Lenin's Hanging Order

The Hanging Order is a name given by the U.S. Library of Congress to Bolshevik leader Vladimir Lenin's telegram on suppressing the kulak revolt in the Penza Gubernia region.[1] The telegram was addressed to Penza Communists Vasily Kurayev (Penza Soviet chairman), Yevgenia Bosch (the chairwoman of Penza Gubernia Party Committee) and Alexander Minkin (the chairman of Penza ispolkom) and dated 11 August 1918.

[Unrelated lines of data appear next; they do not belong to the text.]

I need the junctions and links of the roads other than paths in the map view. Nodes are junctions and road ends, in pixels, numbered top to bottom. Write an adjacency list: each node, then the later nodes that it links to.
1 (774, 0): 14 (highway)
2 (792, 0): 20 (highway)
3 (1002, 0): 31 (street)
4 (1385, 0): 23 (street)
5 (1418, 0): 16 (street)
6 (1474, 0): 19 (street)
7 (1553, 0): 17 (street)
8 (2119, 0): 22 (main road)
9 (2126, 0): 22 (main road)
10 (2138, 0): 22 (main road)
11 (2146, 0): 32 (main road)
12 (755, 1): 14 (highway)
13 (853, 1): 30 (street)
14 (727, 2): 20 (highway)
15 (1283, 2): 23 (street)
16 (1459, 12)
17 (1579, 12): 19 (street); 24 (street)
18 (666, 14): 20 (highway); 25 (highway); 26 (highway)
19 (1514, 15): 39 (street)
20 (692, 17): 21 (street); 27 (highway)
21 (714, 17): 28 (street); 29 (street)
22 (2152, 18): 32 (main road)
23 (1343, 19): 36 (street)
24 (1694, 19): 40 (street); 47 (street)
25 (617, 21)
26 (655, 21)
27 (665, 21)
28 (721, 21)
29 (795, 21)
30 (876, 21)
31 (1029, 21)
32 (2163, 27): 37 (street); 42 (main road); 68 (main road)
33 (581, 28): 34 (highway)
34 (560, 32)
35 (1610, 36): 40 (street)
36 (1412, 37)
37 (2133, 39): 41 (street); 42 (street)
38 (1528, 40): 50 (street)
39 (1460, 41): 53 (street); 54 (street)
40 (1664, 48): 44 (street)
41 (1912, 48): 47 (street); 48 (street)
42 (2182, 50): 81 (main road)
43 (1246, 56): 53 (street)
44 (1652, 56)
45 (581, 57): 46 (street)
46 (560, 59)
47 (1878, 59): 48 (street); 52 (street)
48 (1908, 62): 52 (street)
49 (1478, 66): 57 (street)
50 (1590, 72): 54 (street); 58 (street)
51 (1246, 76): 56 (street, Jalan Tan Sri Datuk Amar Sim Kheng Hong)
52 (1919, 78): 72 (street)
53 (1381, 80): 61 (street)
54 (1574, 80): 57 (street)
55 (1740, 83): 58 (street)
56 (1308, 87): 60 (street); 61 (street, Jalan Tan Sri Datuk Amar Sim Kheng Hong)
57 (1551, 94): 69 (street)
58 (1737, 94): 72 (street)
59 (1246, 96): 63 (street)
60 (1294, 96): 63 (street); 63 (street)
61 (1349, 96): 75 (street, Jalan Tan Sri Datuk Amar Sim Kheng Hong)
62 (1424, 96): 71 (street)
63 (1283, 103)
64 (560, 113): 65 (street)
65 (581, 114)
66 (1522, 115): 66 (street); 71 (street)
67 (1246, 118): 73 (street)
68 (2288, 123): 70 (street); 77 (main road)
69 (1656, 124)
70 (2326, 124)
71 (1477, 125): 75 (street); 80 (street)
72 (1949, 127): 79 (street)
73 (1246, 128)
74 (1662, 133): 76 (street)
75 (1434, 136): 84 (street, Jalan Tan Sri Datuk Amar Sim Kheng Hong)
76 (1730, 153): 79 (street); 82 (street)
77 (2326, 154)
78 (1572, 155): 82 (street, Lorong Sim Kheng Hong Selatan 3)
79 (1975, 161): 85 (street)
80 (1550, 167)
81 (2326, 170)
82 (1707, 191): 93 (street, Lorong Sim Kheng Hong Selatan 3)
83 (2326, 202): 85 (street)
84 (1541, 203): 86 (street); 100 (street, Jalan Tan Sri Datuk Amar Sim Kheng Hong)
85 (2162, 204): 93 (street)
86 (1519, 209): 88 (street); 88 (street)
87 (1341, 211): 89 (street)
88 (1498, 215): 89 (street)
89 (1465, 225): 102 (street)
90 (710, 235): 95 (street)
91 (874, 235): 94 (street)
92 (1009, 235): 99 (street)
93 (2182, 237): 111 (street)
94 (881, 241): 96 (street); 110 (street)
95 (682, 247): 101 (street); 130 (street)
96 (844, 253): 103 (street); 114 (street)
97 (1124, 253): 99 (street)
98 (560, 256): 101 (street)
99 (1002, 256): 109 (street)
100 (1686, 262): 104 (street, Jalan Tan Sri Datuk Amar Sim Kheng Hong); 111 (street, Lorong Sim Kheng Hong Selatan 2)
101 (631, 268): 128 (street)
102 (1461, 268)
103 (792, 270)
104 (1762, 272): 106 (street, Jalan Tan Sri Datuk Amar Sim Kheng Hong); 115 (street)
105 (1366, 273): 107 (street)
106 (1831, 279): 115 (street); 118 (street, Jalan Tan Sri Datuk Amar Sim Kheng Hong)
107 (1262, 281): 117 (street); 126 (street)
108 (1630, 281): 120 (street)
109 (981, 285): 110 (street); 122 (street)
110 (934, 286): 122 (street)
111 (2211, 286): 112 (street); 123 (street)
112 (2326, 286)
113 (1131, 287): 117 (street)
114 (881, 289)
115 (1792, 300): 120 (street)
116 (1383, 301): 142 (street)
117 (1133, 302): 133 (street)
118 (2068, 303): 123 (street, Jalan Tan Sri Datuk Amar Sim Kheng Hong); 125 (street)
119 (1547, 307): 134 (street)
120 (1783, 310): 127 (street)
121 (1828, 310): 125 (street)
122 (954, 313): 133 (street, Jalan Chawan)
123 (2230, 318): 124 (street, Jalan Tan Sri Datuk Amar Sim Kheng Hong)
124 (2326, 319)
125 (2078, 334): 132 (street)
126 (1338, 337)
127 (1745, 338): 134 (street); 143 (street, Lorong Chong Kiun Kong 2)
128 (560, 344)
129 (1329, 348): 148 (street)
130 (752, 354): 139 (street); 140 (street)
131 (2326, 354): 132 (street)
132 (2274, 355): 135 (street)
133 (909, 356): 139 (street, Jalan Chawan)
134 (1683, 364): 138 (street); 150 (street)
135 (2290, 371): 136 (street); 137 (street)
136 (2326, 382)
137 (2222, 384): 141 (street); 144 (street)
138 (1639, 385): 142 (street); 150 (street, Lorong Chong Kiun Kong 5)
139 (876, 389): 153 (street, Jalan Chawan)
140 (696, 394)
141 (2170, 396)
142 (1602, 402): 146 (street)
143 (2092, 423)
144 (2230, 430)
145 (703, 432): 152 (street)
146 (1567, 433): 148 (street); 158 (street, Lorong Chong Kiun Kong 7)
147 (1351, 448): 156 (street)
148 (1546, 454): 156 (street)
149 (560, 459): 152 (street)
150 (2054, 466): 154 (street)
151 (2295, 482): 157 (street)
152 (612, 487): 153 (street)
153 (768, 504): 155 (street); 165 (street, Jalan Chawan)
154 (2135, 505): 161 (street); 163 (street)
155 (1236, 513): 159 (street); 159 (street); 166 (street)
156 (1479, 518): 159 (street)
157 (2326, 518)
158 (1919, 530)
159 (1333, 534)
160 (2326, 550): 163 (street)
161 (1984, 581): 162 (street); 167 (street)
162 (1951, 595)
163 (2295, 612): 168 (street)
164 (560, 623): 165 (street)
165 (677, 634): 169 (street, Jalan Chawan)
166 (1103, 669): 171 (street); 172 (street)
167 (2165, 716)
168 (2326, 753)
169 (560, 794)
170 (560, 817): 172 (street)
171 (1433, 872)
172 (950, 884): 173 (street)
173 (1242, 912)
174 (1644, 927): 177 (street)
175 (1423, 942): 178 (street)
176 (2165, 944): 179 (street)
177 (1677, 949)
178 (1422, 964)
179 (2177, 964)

The first and second pages of Lenin's hanging order

Historical background

During the summer of 1918, many of Russia's central cities, including Moscow and Petrograd, were cut off from the grain-producing regions of Ukraine, northern Caucasus, and Siberia by the civil war. As a result, hundreds of thousands of people were on the brink of starvation. The Penza Gubernia was critical in providing food to the cities and the government used effective measures, such as prodrazvyorstka (forcible requisitioning), to collect grain from the kulaks. The Central Committee sent Yevgenia Bosch to supervise grain collection.[2][3]

A peasant revolt erupted in the Kuchkino Volost of Penza Uyezd on 5 August 1918, in opposition to requisitioning, and soon spread to neighbouring regions. While Penza Soviet chairman Kurayev opposed the use of military force and argued that propaganda efforts would be sufficient, Bosch insisted on using the military and mass executions.[3] By 8 August 1918, Soviet forces had crushed the revolt, but the situation in the gubernia remained tense, and a revolt led by members of Socialist Revolutionary Party erupted in the town of Chembar on 18 August. Lenin sent several telegrams to Penza demanding harsher measures in fighting these kulak, kulak-supporting peasants and Left SR insurrectionists.[4][5]

11 August 1918 cable

One telegram (dated 11 August 1918) instructed the Communists operating in the Penza area to publicly hang at least one hundred kulaks, to publicize their names, to confiscate their grain, and to designate a number of hostages. Whether anyone was actually hanged according to this order remains unknown. Lenin's so-called "Hanging Order" was discussed during a controversy about the BBC documentary Lenin's Secret Files (1997) based upon Robert Service's findings in Soviet archives.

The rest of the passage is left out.